Musical meaning has no consensus amongst philosophers of aesthetics.
Kivy (2002) – rejects the concept of ‘musical meaning’, category error. ‘Meaning’ is reserved for linguistics. Music has significance, logic, and expresses emotion.
VS
Jan-Jacques Nattiez – ‘meaning’ exists when it evokes another thought other than specific the object/event. Relational process.
Difficulty of musical translation - Impossible to assign a universal set of meanings to music. Unlike language, music cannot be translated without losing its meaning (Beethoven chamber piece translated to Javanese Gamelan ensemble). Meaning is directly associated with instrumentation, timbre, scale.
Cross-cultural appreciation of music (without translation)– purely sensual, contains familiar elements (sonic logic). Native listening remains different to cross-cultural listening.
Types of musical meaning:
1. Structural interconnection of musical elements – Expectations are important in creating meaning. “Gap-fill” (Meyer) is the expectation of successive pitches of a phrase. Expectations based on Gestalt properties and previous knowledge.
Embodied meaning / intramusical meaning
Approaches to musical aesthetics are either Absolutist (structure, not expression) or formalist (Hanslick-emotion is an extramusical issue)
2. The expression of emotion – expression of emotion by music (mood of music) vs. experience of emotion by listener (emotional reaction). Possible to identify the mood of the music without experiencing the emotion of the mood.
Cues affect perception of music e.g. tempo, pitch, timbre
3. The experience of emotion – Music can be used to regulate mood but does music evoke real everyday emotion, only an affective response, or emotions outside of everyday (Krumhansl study – physiological reactions and emotional reactions- aligned).
Chills are associated with violation of expectant harmonies (Sloboda) – not an everyday emotion (Zatorre identified region in brain responsible. Same as reward and motivation – dorsal midbrain)
4. Motion – tendency to synchronize with beat
5. Tone painting – environmental sounds, animal sounds, human sounds through music e.g. sighing
6. Musical topics – e.g. leitmotifs. Topics like dance forms, hunt music, pastoral.
7. Social associations – e.g. consumer behavior, ethnic associations.
8. Imagery and Narrative –
9. Association with life experience – recall of emotion from another time
10. Creating or transforming the self – music used for establishing/changing identity and use in trance.
11. Musical structure and cultural concepts – (may be unique to music)
Music and Semantics - how words reflect reality (like Kivy’s view on ‘musical meaning)
-Specific semantic contents is harder to establish that semantic concepts in music, unlike language.
-Leitmotifs (referential qualities)
-N400 tests (event-related potential of a word)

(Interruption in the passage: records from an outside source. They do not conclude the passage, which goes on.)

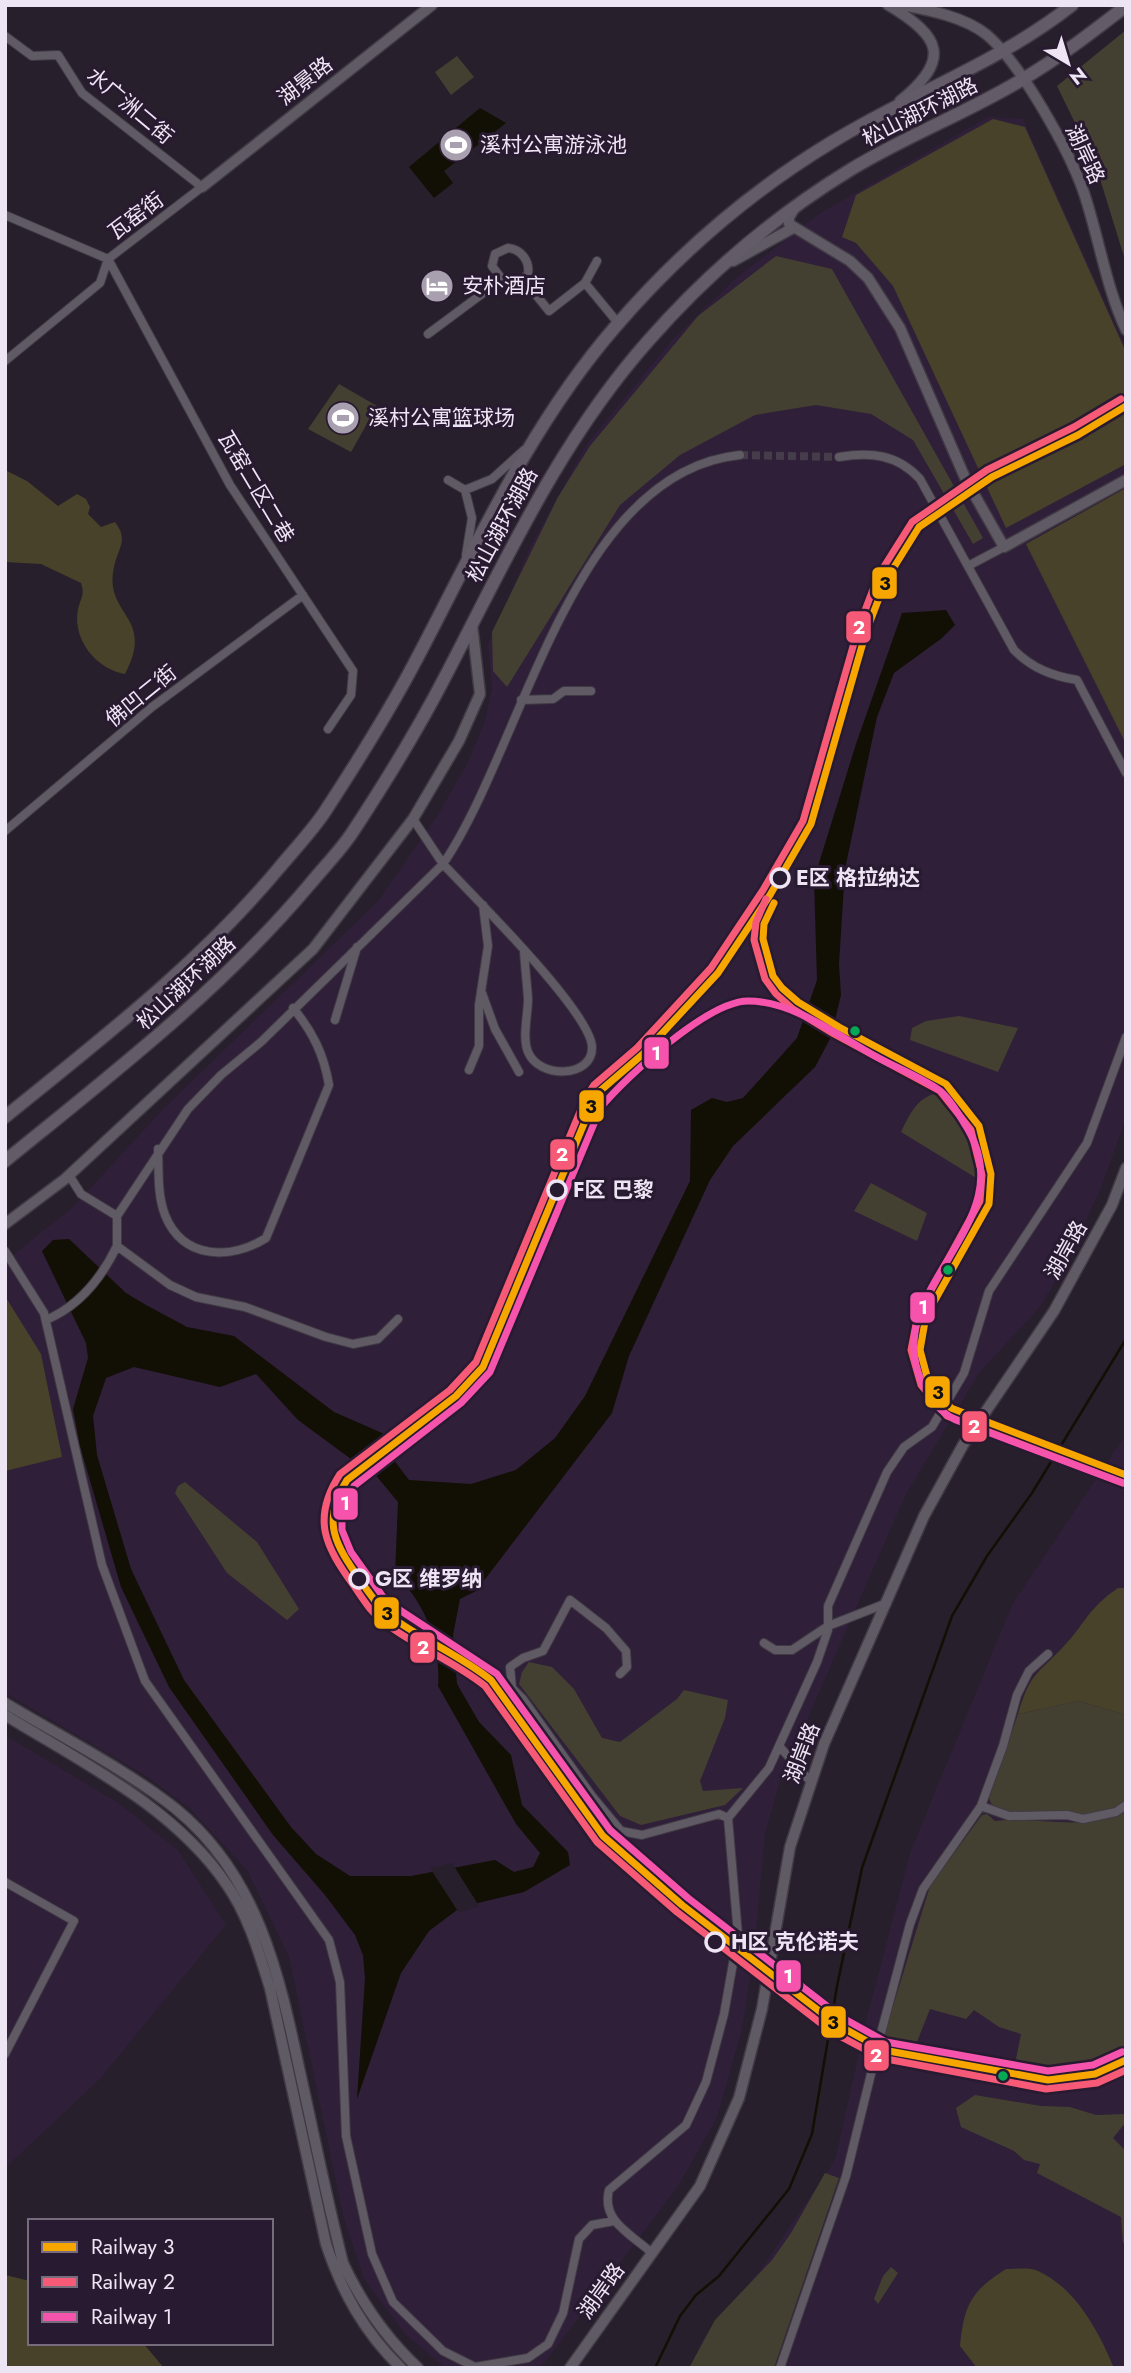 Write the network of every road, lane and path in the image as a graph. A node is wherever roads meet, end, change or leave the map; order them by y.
1 (432, 5) edge
2 (888, 5) edge
3 (902, 5) edge
4 (1072, 5) edge
5 (1126, 6) edge
6 (5, 36) edge
7 (1002, 51) junction
8 (1022, 80) junction
9 (888, 110) junction
10 (202, 187) junction
11 (795, 208) junction
12 (5, 215) edge
13 (798, 230) junction
14 (108, 259) junction
15 (597, 261) dead end
16 (716, 271) junction
17 (502, 279) junction
18 (524, 280) junction
19 (585, 283) junction
20 (618, 323) junction
21 (1126, 330) edge
22 (428, 334) dead end
23 (5, 361) edge
24 (528, 445) junction
25 (740, 455) tunnel mouth
26 (839, 457) tunnel mouth
27 (448, 480) dead end
28 (1126, 481) edge
29 (465, 490) junction
30 (1004, 547) junction
31 (968, 566) junction
32 (462, 569) junction
33 (303, 595) junction
34 (472, 624) junction
35 (591, 691) dead end
36 (521, 700) junction
37 (328, 729) dead end
38 (1126, 773) edge
39 (414, 819) junction
40 (5, 831) edge
41 (443, 864) junction
42 (483, 905) junction
43 (358, 944) junction
44 (524, 951) junction
45 (481, 990) junction
46 (293, 1008) junction
47 (335, 1020) dead end
48 (1126, 1037) edge
49 (469, 1070) dead end
50 (519, 1072) dead end
51 (5, 1117) edge
52 (158, 1149) junction
53 (5, 1161) edge
54 (1126, 1168) edge
55 (69, 1175) junction
56 (117, 1216) junction
57 (5, 1224) edge
58 (117, 1246) junction
59 (5, 1251) edge
60 (398, 1319) dead end
61 (47, 1320) junction
62 (887, 1603) junction
63 (828, 1626) junction
64 (764, 1643) dead end
65 (1048, 1654) dead end
66 (620, 1674) dead end
67 (5, 1703) edge
68 (5, 1714) edge
69 (779, 1746) junction
70 (811, 1782) junction
71 (1126, 1805) edge
72 (981, 1806) junction
73 (728, 1818) junction
74 (5, 1882) edge
75 (5, 2054) edge
76 (614, 2221) junction
77 (652, 2253) junction
78 (401, 2368) edge
79 (418, 2368) edge
80 (570, 2368) edge
81 (780, 2368) edge

1 - 10 street, 湖景路
2 - 9 street
3 - 7 street
4 - 7 main road, 松山湖环湖路
5 - 8 main road, 松山湖环湖路
6 - 10 street, 水广洲二街
7 - 8 street, 湖岸路
7 - 9 main road, 松山湖环湖路
8 - 11 main road, 松山湖环湖路
8 - 21 street, 湖岸路
9 - 20 main road, 松山湖环湖路
10 - 14 street, 瓦窑街
11 - 13 street
11 - 16 main road, 松山湖环湖路
12 - 14 street
13 - 16 street
13 - 30 street
14 - 23 street, 瓦窑街
14 - 33 street, 瓦窑二区二巷
15 - 19 street
16 - 34 main road, 松山湖环湖路
17 - 18 street
17 - 18 street
17 - 22 street
18 - 19 street
19 - 20 street
20 - 24 main road, 松山湖环湖路
24 - 29 street
24 - 32 main road, 松山湖环湖路
25 - 36 street
26 - 31 street
27 - 29 street
28 - 30 street
29 - 32 street
30 - 31 street
31 - 38 street
32 - 51 main road, 松山湖环湖路
33 - 37 street, 瓦窑二区二巷
33 - 40 street, 佛凹二街
34 - 39 street
34 - 53 main road, 松山湖环湖路
35 - 36 street
36 - 41 street
39 - 41 street
39 - 55 street
41 - 42 street
41 - 43 street
42 - 44 street
42 - 45 street
43 - 46 street
43 - 47 street
44 - 44 street
45 - 49 street
45 - 50 street
46 - 52 street
46 - 52 street
48 - 63 street
52 - 56 street
54 - 62 street, 湖岸路
55 - 56 street
55 - 57 street
56 - 58 street
58 - 60 street
58 - 61 street
59 - 61 street
61 - 76 street
62 - 63 street
62 - 70 street, 湖岸路
63 - 64 street
63 - 69 street
65 - 72 street
66 - 73 street
67 - 79 street
68 - 78 street
69 - 70 street
69 - 73 street
70 - 77 street, 湖岸路
71 - 72 street
72 - 81 street
73 - 76 street
74 - 75 street
76 - 77 street
77 - 80 street, 湖岸路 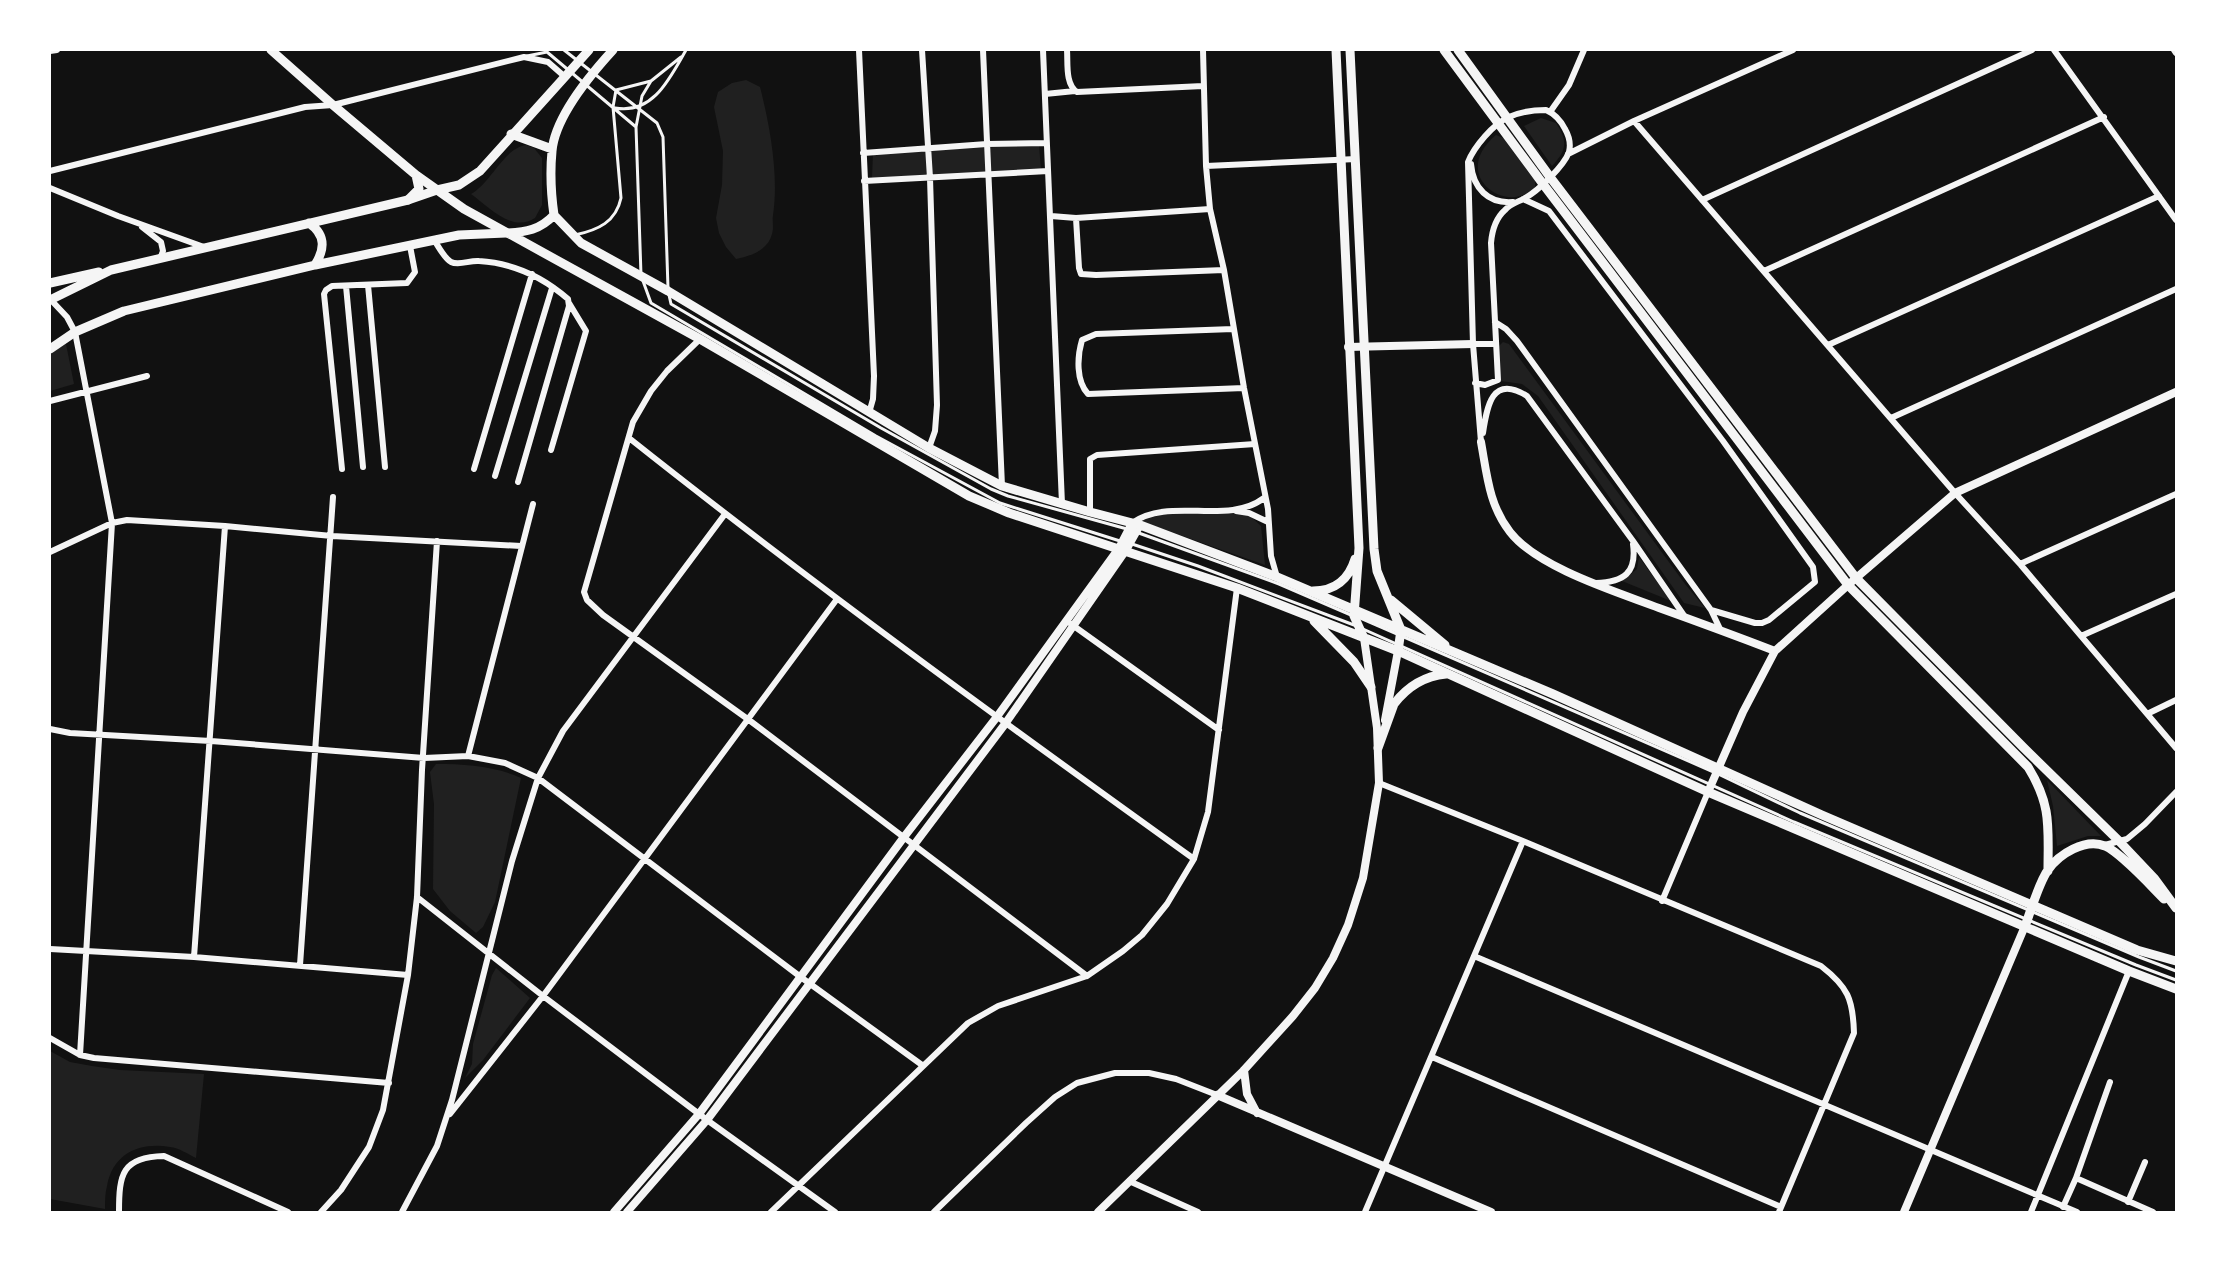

Music and Pragmatics – how listeners add contextual information to sentences and draw inferences about what is said
- Kehler’s theory (2002) that 3 broad types of connections exist between listener and utterances viz. resemblance (reasoning, categorizing events, corresponding between events), cause-effect (drawing a path of implications between events), and contiguity (understanding that events happen in a specific order).
- coherence between segments
-right hemisphere
Neural locations
Pleasantness vs. unpleasantness based on changing dissonances = righ hemisphere (right parahippocampal gyrus, orbitofrontal cortex)
Music expressing joy, happiness, sadness, fear = asymmetries between hemispheres (greater left frontal activity for positive emotions, greater right frontal activity for negative emotions).